Punk workplace: a virtual cuppa with Perry Timms

First published in OnOffice magazine, Workessence talked to Perry Timms (@PerryTimms), ex-public and Not For Profit Sector HR practitioner now independent, indefatigable and indeterminable. He believes in a new way for the thing we call work and that it starts with a movement best described as #PunkHR. For more excellent blogging from perry see his blog site.

W:  “I clambered over mounds and mounds of polystyrene foam” to be here – because when I first heard X Ray Spex back in 1978 my life changed. It was a seminal moment. It blew everything I thought I knew or liked out of the water. With the first few bars I knew nothing would be the same again – and when the late Poly Styrene (RIP) ripped in with the vocal, everything became possible. For most of us who experienced punk as teenagers, it has left a lasting impression. So the use of the term to describe your #PunkHR movement fascinates me. What’s the essence?

PT:  That same sense of “something radical needs to happen” without necessarily forcing a movement to be created. Rebellious spirit, positive deviance, attitude with acumen, credibility but chaos.  I loved Punk for what it did to the musical world and it seemed natural to tag something needed in HR that felt similar. The sense of excitement is so lacking in HR yet we have the most gifted element of any part of business – people and their contributions that we call work.  So it’s so beige it pains me.  Hence having a Rebel Yell…

W: So what does that mean for HR – and more importantly what does it mean for the people of an organisation if their HR function is “punk” ? Will they see something different, will their experience in the workplace be different as a result?
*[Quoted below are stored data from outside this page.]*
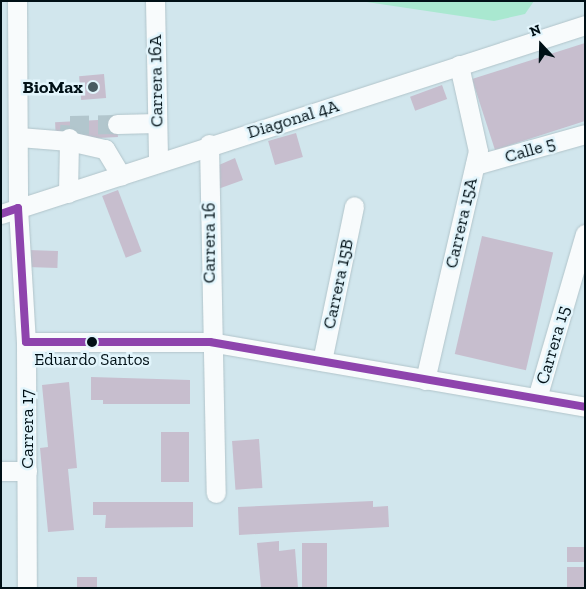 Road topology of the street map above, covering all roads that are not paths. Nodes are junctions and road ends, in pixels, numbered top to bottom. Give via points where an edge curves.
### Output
1 (17, 1) edge
2 (155, 1) edge
3 (585, 25) edge
4 (459, 65) junction
5 (9, 83) edge
6 (157, 123) junction
7 (118, 124) tunnel mouth
8 (585, 134) edge
9 (19, 137) junction
10 (69, 140) junction
11 (209, 144) junction
12 (158, 161) junction
13 (475, 166) junction
14 (121, 176) junction
15 (68, 193) junction
16 (354, 206) dead end
17 (10, 211) edge
18 (585, 234) edge
19 (26, 342) junction
20 (210, 342) junction
21 (322, 361) junction
22 (426, 380) junction
23 (538, 398) junction
24 (585, 407) edge
25 (1, 471) edge
26 (27, 471) junction
27 (216, 493) dead end
28 (27, 588) edge

1 - 5 street, Carrera 17
2 - 6 street, Carrera 16A
3 - 4 street, Diagonal 4A
4 - 11 street, Diagonal 4A
4 - 13 street, Carrera 15A via 478,141
5 - 9 street, Carrera 17
6 - 7 street
6 - 12 street, Carrera 16A
8 - 13 street, Calle 5
9 - 10 street
9 - 17 street, Carrera 17
10 - 14 street via 105,149
10 - 15 street
11 - 12 street, Diagonal 4A
11 - 20 street, Carrera 16
12 - 14 street, Diagonal 4A
13 - 22 street, Carrera 15A
14 - 15 street, Diagonal 4A
15 - 17 street, Diagonal 4A
16 - 21 street, Carrera 15B
17 - 19 street, Carrera 17
18 - 23 street, Carrera 15
19 - 20 street
19 - 26 street, Carrera 17
20 - 21 street
20 - 27 street, Carrera 16
21 - 22 street
22 - 23 street
23 - 24 street
25 - 26 street
26 - 28 street, Carrera 17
PT:  Great follow on! More complexity, more challenges and yet more of the same simply does not compute. The “model” is outdated and despite attempts to install a new version of HR (Ulrich Model and Next Gen HR) we still find ourselves looking and feeling, acting and delivering in a largely 1990’s version of work – an undynamic professional era – struggling to assert the right level of influence in the right areas. So, if HR had more attitude and acumen, was braver, more innovative and impactful then the result upon “work” will be profound.  It would be like Punk rockers wearing tweed jackets, corduroy trousers and listening to Yes. The fundamental difference a shift like PunkHR would bring to the workplace is bounce, belief and a sustainable future.
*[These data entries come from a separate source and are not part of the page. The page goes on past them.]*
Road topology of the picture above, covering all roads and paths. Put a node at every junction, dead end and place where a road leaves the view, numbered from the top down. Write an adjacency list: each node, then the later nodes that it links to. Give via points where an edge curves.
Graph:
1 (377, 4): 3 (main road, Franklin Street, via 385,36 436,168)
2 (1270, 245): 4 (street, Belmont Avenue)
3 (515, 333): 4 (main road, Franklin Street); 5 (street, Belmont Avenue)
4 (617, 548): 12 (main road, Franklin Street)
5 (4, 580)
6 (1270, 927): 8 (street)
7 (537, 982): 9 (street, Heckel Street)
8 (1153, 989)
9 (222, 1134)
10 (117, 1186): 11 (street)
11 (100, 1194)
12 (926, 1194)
W: The danger is interpreting this “punk” attitude in workplace design is that we rush headlong into the dire world of novelty, where we thing that adding coloured vinyl and the modern equivalent of safety pins creates engagement and life. It might do for all of five minutes, like a pair of Christmas socks, but the downside is like coming off a sugar hit – a loss of energy and inspiration, and a deathly feeling of disappointment. So how do you think we might see a “punk” attitude translate into the physicalities of the workplace?

PT:  Physicalities is a really interesting angle and you’re right about dissipation and vaporising of the positive impacts.  So I think we HAVE to create a feel that the workplace is the opposite of cubicles, beige chairs and grey carpet with values posters and motivational rowing pictures on the wall.  Massive clear glass graffiti boards where we put thoughts, images, drawings, words of wisdom and taxing issues to inspire, stimulate and generate discussion linked to online capture of these boards onto the open-source, ever-updating corporate “fliptranet”.  Where no-one has the same furniture and any resemblance to 1984 is overcome by a random collection of locally built, recycled/reclaimed or beloved chairs, and desks come together like something from Steptoe & Son’s yard.  Character over Ikeafication.
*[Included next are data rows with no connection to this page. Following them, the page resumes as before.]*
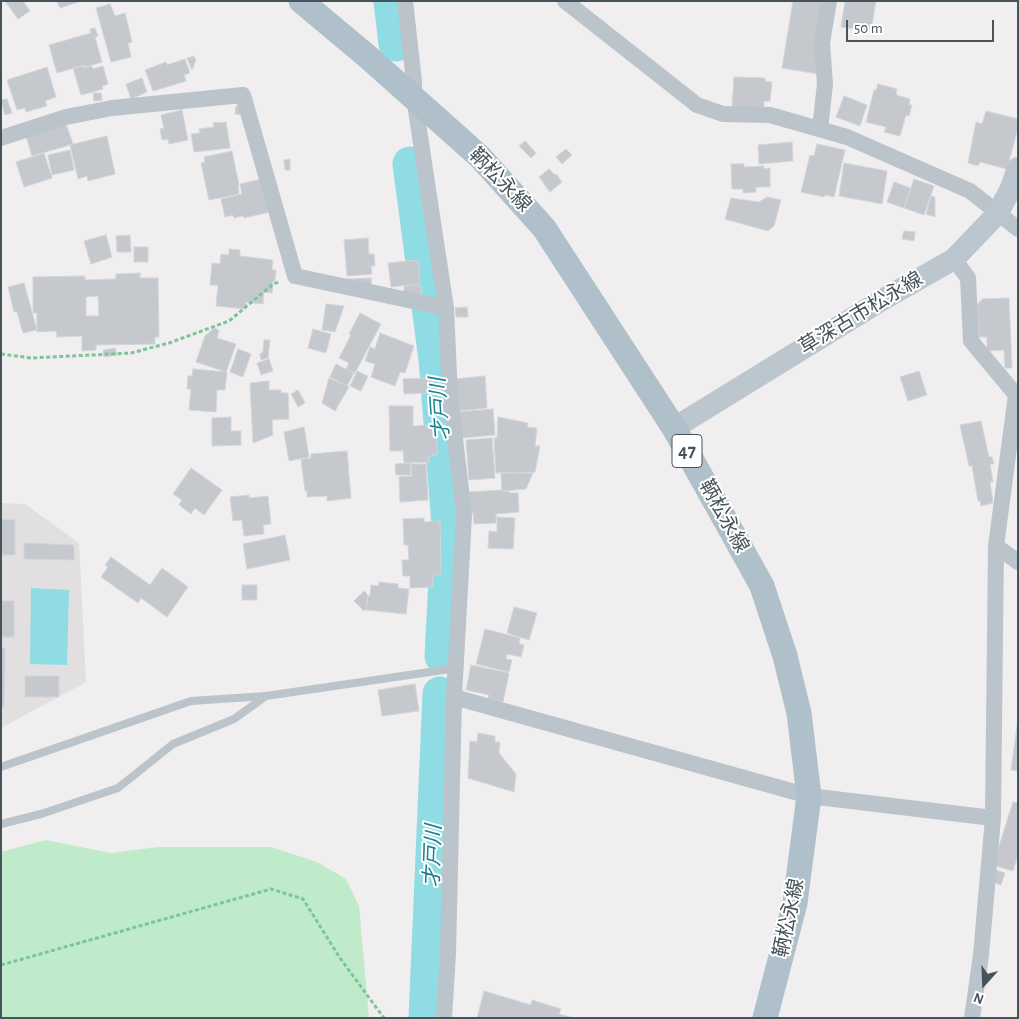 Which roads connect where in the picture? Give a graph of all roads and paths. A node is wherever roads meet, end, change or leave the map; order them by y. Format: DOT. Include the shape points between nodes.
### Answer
graph roads {
  1 [pos="301,1"];
  2 [pos="405,1"];
  3 [pos="566,1"];
  4 [pos="829,1"];
  5 [pos="414,97"];
  6 [pos="820,129"];
  7 [pos="1,138"];
  8 [pos="1018,168"];
  9 [pos="998,213"];
  10 [pos="1018,229"];
  11 [pos="954,259"];
  12 [pos="296,276"];
  13 [pos="446,308"];
  14 [pos="1,354"];
  15 [pos="674,428"];
  16 [pos="996,546"];
  17 [pos="1018,562"];
  18 [pos="457,668"];
  19 [pos="266,696"];
  20 [pos="454,697"];
  21 [pos="1,767"];
  22 [pos="809,796"];
  23 [pos="993,818"];
  24 [pos="1,824"];
  25 [pos="1,965"];
  26 [pos="384,1018"];
  27 [pos="444,1018"];
  28 [pos="765,1018"];
  29 [pos="972,1018"];
  1 -- 5 [label="main road, 鞆松永線 / 47"];
  2 -- 5 [label="street"];
  3 -- 6 [label="street" via="697,105 723,114 770,115"];
  4 -- 6 [label="street" via="822,43 825,84"];
  5 -- 13 [label="street"];
  5 -- 15 [label="main road, 鞆松永線 / 47" via="480,157 544,228"];
  6 -- 9 [label="street" via="847,137 970,191"];
  7 -- 12 [label="street" via="66,117 112,108 243,95"];
  8 -- 9 [label="main road, 草深古市松永線"];
  9 -- 10 [label="street"];
  9 -- 11 [label="main road, 草深古市松永線"];
  11 -- 15 [label="main road, 草深古市松永線"];
  11 -- 16 [label="street" via="968,278 971,341 1016,396"];
  12 -- 13 [label="street"];
  12 -- 14 [label="path" via="272,285 229,321 132,353 32,358"];
  13 -- 18 [label="street" via="450,396 464,515"];
  15 -- 22 [label="main road, 鞆松永線 / 47" via="762,586 785,656 799,713"];
  16 -- 17 [label="street"];
  16 -- 23 [label="street"];
  18 -- 19 [label="lane"];
  18 -- 20 [label="street"];
  19 -- 21 [label="lane" via="191,701"];
  19 -- 24 [label="lane" via="234,719 174,744 118,788"];
  20 -- 22 [label="street"];
  20 -- 27 [label="street"];
  22 -- 23 [label="street"];
  22 -- 28 [label="main road, 鞆松永線 / 47" via="795,904"];
  23 -- 29 [label="street"];
  25 -- 26 [label="path" via="271,889 303,899 340,958"];
}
W: I am loving this, can you keep going?!

PT:  Fluid not hard wired. Where there are no rabbit warrens, where meetings are held around coffee-shop like locations/warehouse decorated zones, where creative capture mechanisms are everywhere like iPads, white boards, mics, video cameras and editing software for instant film/Vine/Vimeo production, where a video wall plays the latest curated content from internal twitter feeds, where people consider the look and feel as their own and where they take pride in the place they call work as if it were their favourite gig haus where Punk and Ska bands play. Where and how people are organised and sit is important. Punks would have hangouts that varied but they chose a few places to “worship and collude”…. 

W: Wow that’s like a Dickies song. So – in a nutshell?

PT:  We need to be more radical about our physical space than anything else if #PunkHR really is about a lasting alternative to bland working life. Make the working environment the most poetically chaotic possible to create the most outrageous feel, and the attitude will flow. 

W:  I think we can agree on that….now, I’m going to get my ukelele.